Enrollment reaches new records throughout CSU System

CSU photo 2019

An incoming class that includes more than 1,200 first-generation students has helped vault Colorado State University to record enrollment levels for 2019-20 as Colorado’s land-grant school pushed past 34,000 in total enrollment for the first time.

The growth in total enrollment is part of an ongoing pattern, bolstered by strong growth in undergraduate enrollment on the Fort Collins campus over the past five years. Total enrollment grew during that time from 32,236 students in 2015 to 34,166 total students today. In that same period, the number of CSU undergraduate students studying on campus has grown from 24,433 in 2015 to 26,559 this fall – an increase of 2,126 students.

“We are proud that more people than ever have chosen Colorado State University to learn and prepare themselves for their careers,” President Joyce McConnell said. “And we are especially proud of the 1,200 first-generation scholars who, in the spirit of CSU’s land-grant mission, have chosen our campus and know that we are committed to their success as they take this important step in their lives.”

The announcement came Oct. 4 at a meeting of the Board of Governors of the CSU System, where the presidents of all three CSU campuses reviewed their latest enrollment figures. The figures will be officially presented to the Board in December.

In the 2019 CSU incoming class

  • 57% (2,957) of the students are women, boosting CSU’s overall female enrollment to 52.4%.
  • 1 in 11 students attended a Poudre School District school. Fossil Ridge High School had the most local students in the class (85), followed by Fort Collins (69). Around the state, Cherry Creek (63), Rock Canyon (61) and Mountain Vista (55) trail the two city schools.
  • 1,501 members have a tie to CSU (family member, alumnus or current employee).
  • The average age of the new Ram undergrads is 18. The youngest is 16, the oldest 30.
  • 89 students  were valedictorian or salutatorian at their high school.
  • There are 28 sets of twins.
  • The states outside Colorado that send the most students to CSU are California (423), Texas (157), Illinois (140), Washington (62), Arizona (57) and Minnesota (57).

The flagship Fort Collins campus’ success also carried over to the rest of the CSU System – CSU, CSU Global and CSU Pueblo – which combined for record enrollment. Together, those institutions are providing impactful and transformational education opportunities to more than 57,000 students.

“This fall sets a record in student enrollment across our entire CSU System – pointing to the importance of our long-term investments in student success and an exceptional learning environment,” said CSU System Chancellor Tony Frank. “We consistently work to provide degree programs that people want – and delivery mechanisms that meet people where they live. From our stellar campus-based programs to fully online degrees and partnerships like the new Sturm Collaboration Campus with Arapahoe Community College and Douglas County, CSU is working to make outstanding education accessible across Colorado.”

Around the system

CSU Pueblo, where 84% of students are from Colorado, this year brought a surge in graduate student enrollment – with graduate enrollment up 32% in a single year, thanks to a new graduate program in social work and Doctor of Nursing Practice, and offering a master’s in education online. CSU Pueblo’s student population this year is 35% first-generation, 55% women, and more than half the university’s students are from traditionally underrepresented populations.

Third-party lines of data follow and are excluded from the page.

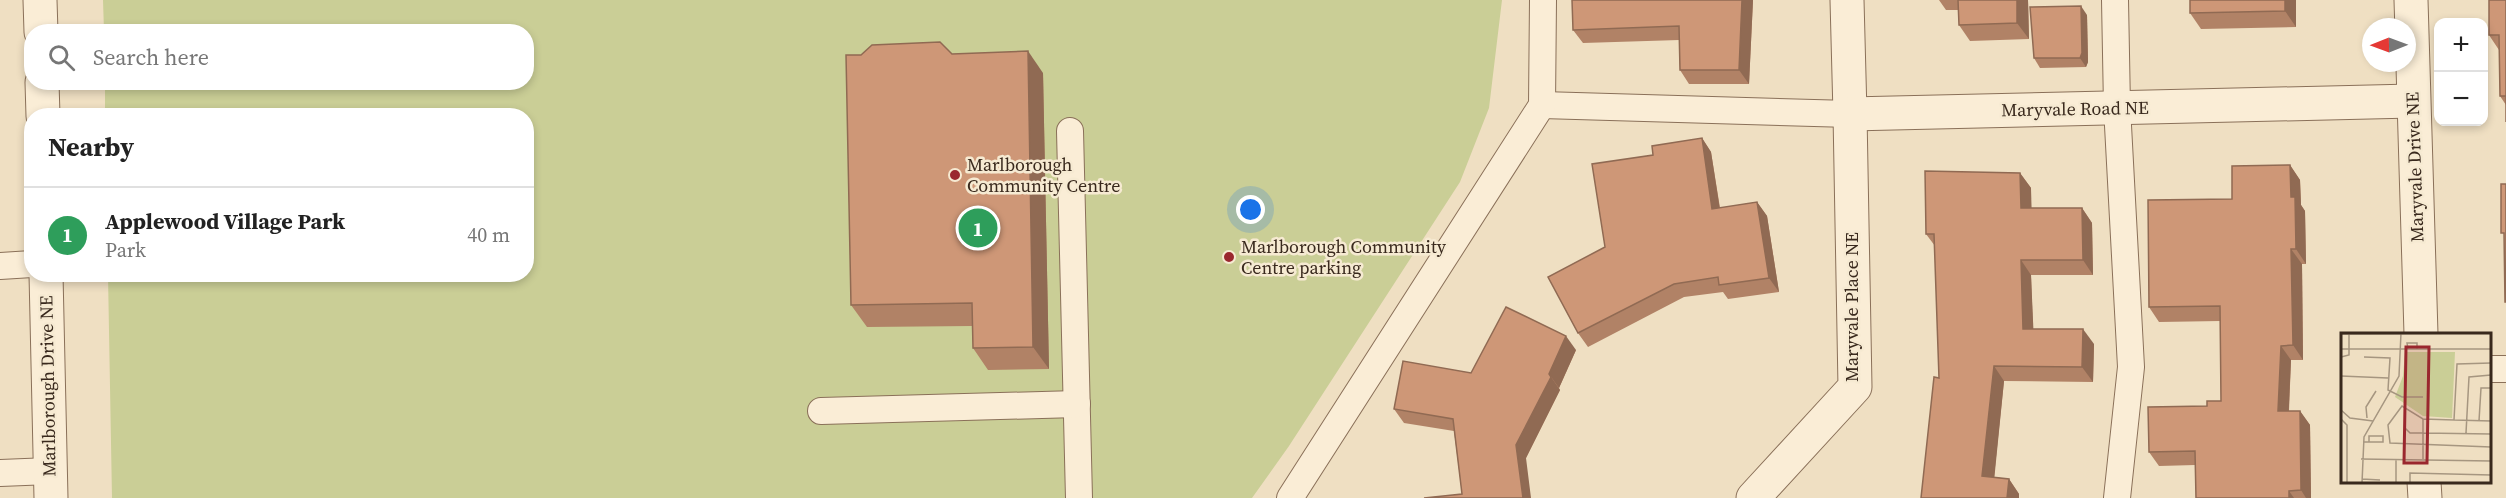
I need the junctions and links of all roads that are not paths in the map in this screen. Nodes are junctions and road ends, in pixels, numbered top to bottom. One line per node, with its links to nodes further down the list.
1 (40, 0): 6 (street)
2 (1543, 0): 9 (lane)
3 (1847, 0): 12 (street)
4 (2115, 0): 11 (lane)
5 (2411, 0): 8 (street, Maryvale Drive NE)
6 (41, 24)
7 (42, 90): 10 (street)
8 (2412, 101): 11 (street, Maryvale Road NE); 17 (street, Maryvale Drive NE)
9 (1542, 105): 12 (lane); 24 (lane)
10 (43, 108)
11 (2117, 108): 12 (street, Maryvale Road NE); 26 (lane)
12 (1850, 114): 25 (street, Maryvale Place NE)
13 (1070, 131): 18 (lane)
14 (24, 264): 15 (lane)
15 (0, 266)
16 (46, 282): 22 (street, Marlborough Drive NE)
17 (2421, 333)
18 (1077, 404): 19 (lane); 23 (lane)
19 (821, 411)
20 (0, 473): 22 (lane)
21 (2424, 483): 27 (street)
22 (50, 484)
23 (1079, 498)
24 (1290, 498)
25 (1754, 498)
26 (2117, 498)
27 (2425, 498)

CSU Global, the nation’s first fully accredited, fully online university, has 19,083 students this fall. Of those students, 58% are women, 28% are underserved minority students, 38% are first-generation, and 14% are in the military.

On the Fort Collins campus, more than 64% of new first-year students are Colorado residents, with one-in-three of those students self-identifying as from diverse backgrounds. Fifty-seven percent are women. Twenty-four percent of the new class are the first in their family to attend college.

In addition, 1,839 first-year students are from the seven-county Denver metro area – 56% of all Colorado students in the incoming class – and 190 of those are from Denver Public Schools high schools.

“These aren’t just numbers to us,” said Board of Governors Chair Nancy Tuor. “Every student who chooses CSU matters to us, and we are invested in seeing them through to graduation and on to successful lives and careers. To see that investment continue to attract some of Colorado’s brightest and most promising students is testament to the value of a CSU degree.”